Mariah Carey may be paid $50m by Virgin to walk away from contract
NEW YORK — The music industry was agog Wednesday night over reports that Virgin Records had offered Mariah Carey, the chanteuse who soared to the top of international charts in the 1990s, as much as $50 million to walk away from the label and never come back.
If concluded, the deal would be unprecedented in a business that is already being buffeted by falling sales and the effects of a weakening economy. It would also underscore the sudden reversal of Carey’s once stratospheric singing career.

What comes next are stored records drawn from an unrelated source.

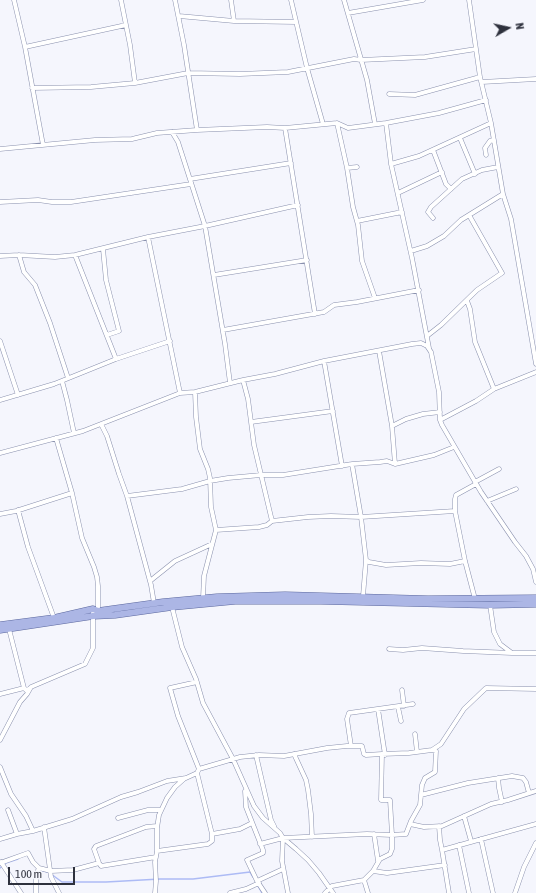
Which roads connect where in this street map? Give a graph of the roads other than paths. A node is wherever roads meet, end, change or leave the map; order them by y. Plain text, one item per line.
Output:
1 (14, 0) edge
2 (121, 0) edge
3 (176, 0) edge
4 (231, 0) edge
5 (291, 0) edge
6 (344, 0) edge
7 (423, 0) edge
8 (469, 0) edge
9 (408, 1) edge
10 (348, 13) junction
11 (179, 16) junction
12 (234, 21) junction
13 (296, 22) junction
14 (126, 25) junction
15 (25, 47) junction
16 (476, 50) junction
17 (361, 60) junction
18 (307, 68) junction
19 (188, 73) junction
20 (480, 78) junction
21 (536, 79) edge
22 (482, 82) junction
23 (135, 83) junction
24 (32, 88) junction
25 (389, 94) dead end
26 (486, 100) junction
27 (337, 123) junction
28 (491, 123) junction
29 (323, 124) junction
30 (375, 124) junction
31 (386, 124) junction
32 (285, 128) junction
33 (197, 130) junction
34 (172, 132) junction
35 (460, 138) junction
36 (494, 140) junction
37 (43, 145) junction
38 (0, 149) edge
39 (433, 150) junction
40 (486, 155) dead end
41 (291, 163) junction
42 (391, 164) junction
43 (357, 167) dead end
44 (498, 167) junction
45 (347, 168) junction
46 (442, 172) junction
47 (475, 174) junction
48 (190, 182) junction
49 (451, 190) junction
50 (398, 193) junction
51 (503, 194) junction
52 (0, 202) edge
53 (298, 205) junction
54 (402, 212) junction
55 (469, 215) junction
56 (433, 218) dead end
57 (357, 221) junction
58 (205, 226) junction
59 (148, 237) junction
60 (104, 249) junction
61 (411, 251) junction
62 (19, 255) junction
63 (75, 255) junction
64 (0, 256) edge
65 (307, 260) junction
66 (214, 275) junction
67 (419, 290) junction
68 (375, 298) junction
69 (467, 301) junction
70 (315, 314) junction
71 (223, 330) junction
72 (107, 335) junction
73 (427, 336) junction
74 (170, 340) junction
75 (0, 341) edge
76 (429, 348) junction
77 (379, 351) junction
78 (116, 359) junction
79 (324, 361) junction
80 (536, 364) edge
81 (536, 372) edge
82 (68, 378) junction
83 (243, 380) junction
84 (62, 381) junction
85 (230, 383) junction
86 (494, 389) junction
87 (195, 392) junction
88 (180, 394) junction
89 (18, 395) junction
90 (0, 400) edge
91 (333, 411) junction
92 (440, 412) junction
93 (440, 420) junction
94 (251, 422) junction
95 (101, 424) junction
96 (392, 426) junction
97 (74, 433) junction
98 (56, 438) junction
99 (454, 447) junction
100 (0, 453) edge
101 (352, 464) junction
102 (395, 464) junction
103 (342, 466) junction
104 (500, 469) dead end
105 (261, 475) junction
106 (210, 481) junction
107 (476, 483) junction
108 (516, 488) dead end
109 (72, 494) junction
110 (127, 496) junction
111 (488, 501) junction
112 (18, 510) junction
113 (455, 511) junction
114 (0, 514) edge
115 (361, 517) junction
116 (272, 521) junction
117 (216, 530) junction
118 (212, 544) junction
119 (366, 560) junction
120 (465, 562) junction
121 (150, 582) junction
122 (536, 582) edge
123 (363, 596) junction
124 (203, 598) junction
125 (536, 598) edge
126 (475, 599) junction
127 (154, 603) junction
128 (536, 604) edge
129 (490, 605) junction
130 (172, 607) junction
131 (96, 610) junction
132 (93, 616) junction
133 (54, 618) junction
134 (0, 625) edge
135 (9, 629) junction
136 (0, 630) edge
137 (389, 649) dead end
138 (512, 653) junction
139 (536, 653) edge
140 (197, 682) junction
141 (24, 688) junction
142 (29, 688) junction
143 (536, 689) edge
144 (402, 690) dead end
145 (0, 694) edge
146 (413, 704) dead end
147 (404, 706) junction
148 (398, 707) junction
149 (378, 709) junction
150 (401, 721) dead end
151 (415, 734) dead end
152 (0, 740) edge
153 (351, 746) junction
154 (432, 750) junction
155 (418, 752) junction
156 (294, 754) junction
157 (256, 755) junction
158 (383, 755) junction
159 (233, 759) junction
160 (0, 767) edge
161 (198, 771) junction
162 (186, 778) junction
163 (498, 778) junction
164 (245, 788) junction
165 (536, 791) edge
166 (529, 793) junction
167 (421, 794) junction
168 (502, 802) junction
169 (8, 810) dead end
170 (161, 810) junction
171 (464, 816) junction
172 (118, 818) dead end
173 (252, 823) junction
174 (410, 824) junction
175 (536, 824) edge
176 (157, 826) junction
177 (439, 826) junction
178 (44, 827) junction
179 (274, 827) junction
180 (34, 832) junction
181 (17, 834) junction
182 (212, 834) junction
183 (374, 834) junction
184 (392, 835) junction
185 (312, 837) junction
186 (283, 838) junction
187 (481, 838) junction
188 (0, 839) edge
189 (472, 841) junction
190 (536, 843) edge
191 (260, 844) junction
192 (459, 845) junction
193 (442, 850) junction
194 (157, 851) junction
195 (156, 857) junction
196 (378, 861) junction
197 (2, 864) edge
198 (98, 864) junction
199 (445, 866) junction
200 (39, 868) junction
201 (283, 869) junction
202 (52, 871) junction
203 (373, 871) junction
204 (364, 880) junction
205 (257, 883) junction
206 (330, 888) junction
207 (246, 889) junction
208 (21, 893) edge
209 (36, 893) edge
210 (59, 893) edge
211 (155, 893) edge
212 (230, 893) edge
213 (250, 893) edge
214 (265, 893) edge
215 (288, 893) edge
216 (325, 893) edge
217 (333, 893) edge
218 (368, 893) edge
219 (449, 893) edge
220 (469, 893) edge
221 (493, 893) edge
222 (515, 893) edge

1 - 15 street
2 - 14 street
3 - 11 street
4 - 12 street
5 - 13 street
6 - 10 street
7 - 9 street
8 - 16 street
9 - 10 street
10 - 17 street
11 - 12 street
11 - 19 street
12 - 13 street
13 - 18 street
14 - 15 street
14 - 23 street
15 - 24 street
16 - 17 street
16 - 20 street
17 - 18 street
17 - 30 street
18 - 19 street
18 - 29 street
19 - 23 street
19 - 33 street
20 - 22 street
20 - 25 street
21 - 22 street
22 - 26 street
23 - 24 street
24 - 37 street
26 - 28 street
26 - 31 street
27 - 29 street
27 - 30 street
27 - 45 street
28 - 35 street
28 - 36 street
29 - 32 street
30 - 31 street
31 - 42 street
32 - 33 street
32 - 41 street
33 - 34 street
34 - 37 street
34 - 48 street
35 - 39 street
35 - 47 street
36 - 40 street
36 - 44 street
37 - 38 street
39 - 42 street
39 - 46 street
41 - 48 street
41 - 53 street
42 - 50 street
43 - 45 street
44 - 47 street
44 - 51 street
45 - 57 street
46 - 49 street
46 - 50 street
47 - 49 street
48 - 52 street
48 - 58 street
49 - 56 street
50 - 54 street
51 - 55 street
51 - 80 street
53 - 58 street
53 - 65 street
54 - 57 street
54 - 61 street
55 - 61 street
55 - 69 street
57 - 68 street
58 - 59 street
58 - 66 street
59 - 60 street
59 - 74 street
60 - 63 street
60 - 72 street
61 - 67 street
62 - 63 street
62 - 64 street
62 - 82 street
63 - 72 street
65 - 66 street
65 - 70 street
66 - 71 street
67 - 68 street
67 - 73 street
68 - 70 street
69 - 73 street
69 - 86 street
70 - 71 street
71 - 85 street
72 - 78 street
73 - 76 street
74 - 78 street
74 - 88 street
75 - 89 street
76 - 77 street
76 - 92 street
77 - 79 street
77 - 96 street
78 - 82 street
79 - 83 street
79 - 91 street
81 - 86 street
82 - 84 street
83 - 85 street
83 - 94 street
84 - 89 street
84 - 97 street
85 - 87 street
86 - 93 street
87 - 88 street
87 - 106 street
88 - 95 street
89 - 90 street
91 - 94 street
91 - 103 street
92 - 93 street
92 - 96 street
93 - 99 street
94 - 105 street
95 - 97 street
95 - 110 street
96 - 102 street
97 - 98 street
98 - 100 street
98 - 109 street
99 - 102 street
99 - 107 street
101 - 102 street
101 - 103 street
101 - 115 street
103 - 105 street
104 - 107 street
105 - 106 street
105 - 116 street
106 - 110 street
106 - 117 street
107 - 111 street
107 - 113 street
108 - 111 street
109 - 112 street
109 - 131 street
110 - 121 street
111 - 122 street
112 - 114 street
112 - 133 street
113 - 115 street
113 - 120 street
115 - 116 street
115 - 119 street
116 - 117 street
117 - 118 street
118 - 121 street
118 - 124 street
119 - 120 street
119 - 123 street
120 - 126 street
121 - 127 street
123 - 124 main road
123 - 126 main road
124 - 127 main road
125 - 126 main road
127 - 131 main road
128 - 129 main road
129 - 130 main road
129 - 138 street
130 - 132 main road
130 - 140 street
131 - 132 street
131 - 133 main road
132 - 135 main road
132 - 142 street
133 - 134 main road
135 - 136 main road
135 - 141 street
137 - 138 street
138 - 139 street
140 - 159 street
140 - 161 street
141 - 142 street
141 - 145 street
142 - 152 street
143 - 154 street
144 - 147 street
146 - 147 street
147 - 148 street
148 - 149 street
148 - 150 street
149 - 153 street
149 - 158 street
151 - 155 street
153 - 156 street
153 - 158 street
154 - 155 street
154 - 167 street
155 - 158 street
156 - 157 street
156 - 185 street
157 - 159 street
157 - 179 street
158 - 184 street
159 - 161 street
159 - 164 street
160 - 180 street
161 - 162 street
161 - 182 street
162 - 170 street
162 - 178 street
163 - 166 street
163 - 167 street
163 - 168 street
164 - 173 street
164 - 179 street
165 - 166 street
166 - 168 street
167 - 174 street
168 - 171 street
169 - 181 street
170 - 172 street
170 - 176 street
171 - 177 street
171 - 189 street
173 - 182 street
173 - 191 street
174 - 177 street
174 - 184 street
175 - 187 street
176 - 194 street
176 - 198 street
177 - 193 street
178 - 180 street
178 - 202 street
179 - 186 street
180 - 181 street
181 - 188 street
182 - 194 street
183 - 184 street
183 - 185 street
183 - 196 street
184 - 196 street
185 - 186 street
186 - 191 street
186 - 201 street
186 - 206 street
187 - 189 street
187 - 221 street
189 - 192 street
190 - 222 street
191 - 205 street
192 - 193 street
192 - 220 street
193 - 199 street
194 - 195 street
195 - 198 street
195 - 211 street
196 - 203 street
197 - 200 street
197 - 208 street
198 - 202 street
199 - 203 street
199 - 219 street
200 - 202 street
200 - 209 street
201 - 205 street
201 - 215 street
202 - 210 street
203 - 204 street
204 - 206 street
204 - 218 street
205 - 207 street
205 - 214 street
206 - 216 street
206 - 217 street
207 - 212 street
207 - 213 street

In return for making the pay-off, Virgin Records, which is owned by the music company EMI, would be free to tear up a contract it signed with Carey when it won the singer from the Sony music stable in April last year. Almost from that day, she has been in a professional nosedive. Details of the negotiations are being closely guarded.
The original contract signed by Carey with Virgin is believed to have involved a total payment of $80 million in exchange for a commitment to deliver four albums. Carey’s first album for Virgin, called Glitter, was released amid high expectations in September but sold a disappointing two million copies worldwide. The album was tied to a film of the same name, which featured Carey in her first acting role and also did very poorly with audiences.
Meanwhile, the star suffered miserable publicity in the summer when she was rushed to hospital, apparently afflicted by physical and mental exhaustion. She had relapses in September and was constrained from doing promotional work for the album that Virgin had been hoping for.
According to some reports, EMI spent roughly $10 million trying to boost the Glitter album. In addition to paying the singer $20 million in advance for each of the promised albums, the label committed itself to providing a $6-million fund for video productions.
Carey, whose 1993 album, Music Box, sold more than 20 million copies, left Sony Music Entertainment reportedly because she had become unhappy there. Tommy Mottola, the head of Sony Music, is her former husband of nearly five years. She is not the only singing star who suffered unexpected disappointment in 2001. The year was similarly duff for new records released by Macy Gray and the band REM.